Chapter 8: Data Visualization

What you will learn

This chapter will introduce you to the powers of Plotly Express and support you in making the most commonly used visualizations. Plotly Express charts both look good and offer means of effective visualizations right out of the box. Nonetheless, you will learn how to make your own changes to chart themes and layouts.

What you will learn

  • Principles of Effective Visualizations

  • How to incorporate a Plotly Figure Object in a Dash App

  • The power behind Plotly Express

  • How to create common Plotly chart types

8.1 Principles of effective visualizations

No matter the purpose, a common challenge is to chose a visualization type that captures the nature of your data and converys a clear message. Below you will learn a few important principles to keep in mind when building your visualizations.

8.1.1 Message first, visualization decoration second

With the power of this flexibiity at your hands, you should know that making effective data visualizations is all about storytelling, conveying a message, and not trying to make good looking pictures. You can and have it both ways with Plotly graphs; however, what is good looking will always be subject to individual preferences. So focus on the data and the message it can tell, not the decoration of the graphs.

8.1.2 Shaffer’s Four C’s

People are generally very good at detecting patterns and structures with their eyes. People are also easily distracted. So as a rule of thumb, your audience should be able to get the message within the first 5 seconds of studying your visualization. To achieve this, your charts and figures should be clear, clean, concise and captivating. These are the so-called Shaffer’s Four C’s of data visualization.


1) `Clear - easily seen; sharply defined`
    - who's the audience? What's the message?
    - clarity more important than aesthetics
2) `Clean - thorough, complete, unadulterated`
    - labels, axes, gridlines, formatting, right chart type, color choice, etc
3) `Concise - brief but comprehensive`
    - Make it easy to conceptualize the point of the visual.
    - Not minimalist, but not verbose
4) `Captivating - to attract and hold by beauty and excellence`
    - does it capture attention?
    - is it interesting?
    - does it tell the story?

8.1.3 Data ink and chart junk

A pioneer in the field of data visualization, Eward Tufte’s principles on chart junk and data-ink have their origin back in a time when the use of actual ink on a page was an issue. But that does not make them less relevant today. On the contrary, Tufte argues that a large share of ink on a graphic should present actual information about the underlying data. Data-ink is the non-erasable core of the a graphic, while non-data-ink can easily be regarded as redundant chart junk. When you’re designing your visualizations, strive to tell a story through data-ink, minimizing the chart junk.

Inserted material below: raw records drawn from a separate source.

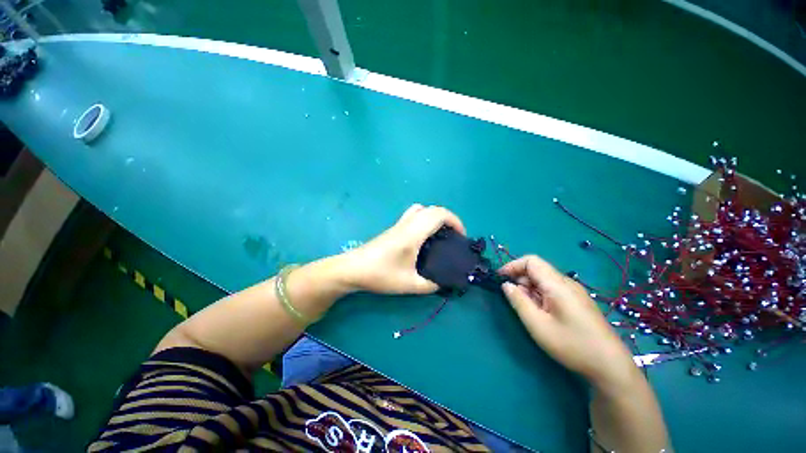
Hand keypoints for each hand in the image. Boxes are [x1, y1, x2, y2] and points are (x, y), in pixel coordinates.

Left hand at [340, 204, 465, 294]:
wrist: (353, 269)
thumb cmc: (380, 275)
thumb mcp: (408, 285)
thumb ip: (430, 285)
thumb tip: (443, 283)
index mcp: (413, 233)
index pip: (439, 214)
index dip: (455, 221)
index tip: (461, 236)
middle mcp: (407, 224)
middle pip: (432, 208)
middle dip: (448, 219)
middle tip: (453, 237)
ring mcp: (399, 224)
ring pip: (421, 209)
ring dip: (435, 217)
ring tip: (439, 235)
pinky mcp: (393, 229)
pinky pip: (413, 215)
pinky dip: (425, 220)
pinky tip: (423, 239)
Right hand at [499, 255, 638, 390]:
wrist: (610, 366)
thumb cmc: (572, 344)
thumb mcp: (537, 325)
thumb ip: (518, 301)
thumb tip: (506, 285)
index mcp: (557, 284)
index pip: (531, 261)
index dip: (513, 265)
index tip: (500, 278)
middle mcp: (567, 283)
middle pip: (537, 270)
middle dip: (520, 280)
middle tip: (514, 300)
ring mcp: (574, 291)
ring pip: (544, 280)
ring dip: (530, 289)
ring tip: (529, 310)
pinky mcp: (577, 300)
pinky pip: (553, 289)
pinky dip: (540, 295)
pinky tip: (542, 313)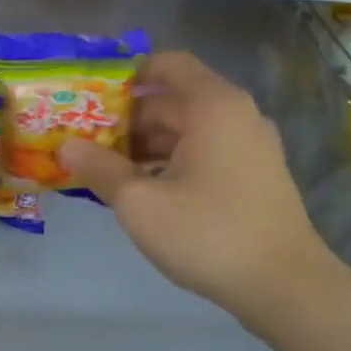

Example of how to avoid chart junk:

1) Borders can be reduced
2) Gridlines can be removed. Single X and Y axes are often enough.
3) Fill colors should be avoided when separating sections, titles, tablse and charts. `White space` is better.
4) Gradient fills should be avoided. Solid colors are easier on the eye.
5) 3D effects can easily get confusing.
6) Legends should be brief and concise. 

Take a look at the gif below to see how we clean the graph and reduce chart junk.

enter image description here

8.2 Plotly Figures inside Dash apps

As an example of how to include Plotly figures in your Dash app, first we need to create the Plotly figure. Consider the following code snippet where we load the gapminder dataset from px.data.gapminder(), filter the data to consist of only four countries, and make a line chart with px.line(). The function call px.line() in this snippet will contain attributes that you will learn more about in the section 8.3.

8.2.1 Create a Plotly Express Figure

import plotly.express as px
import pandas as pd

df = px.data.gapminder()
df_filtered = df[df['country'].isin(['Canada', 'Brazil', 'Norway', 'Germany'])]

# figure
fig = px.line(df_filtered, x='year', y='lifeExp', color='country')
fig.show()

create line chart

8.2.2 Incorporate the Figure into a Dash app

To display the line chart in our Dash app, we need to assign it to the figure property of the dcc.Graph component as shown below.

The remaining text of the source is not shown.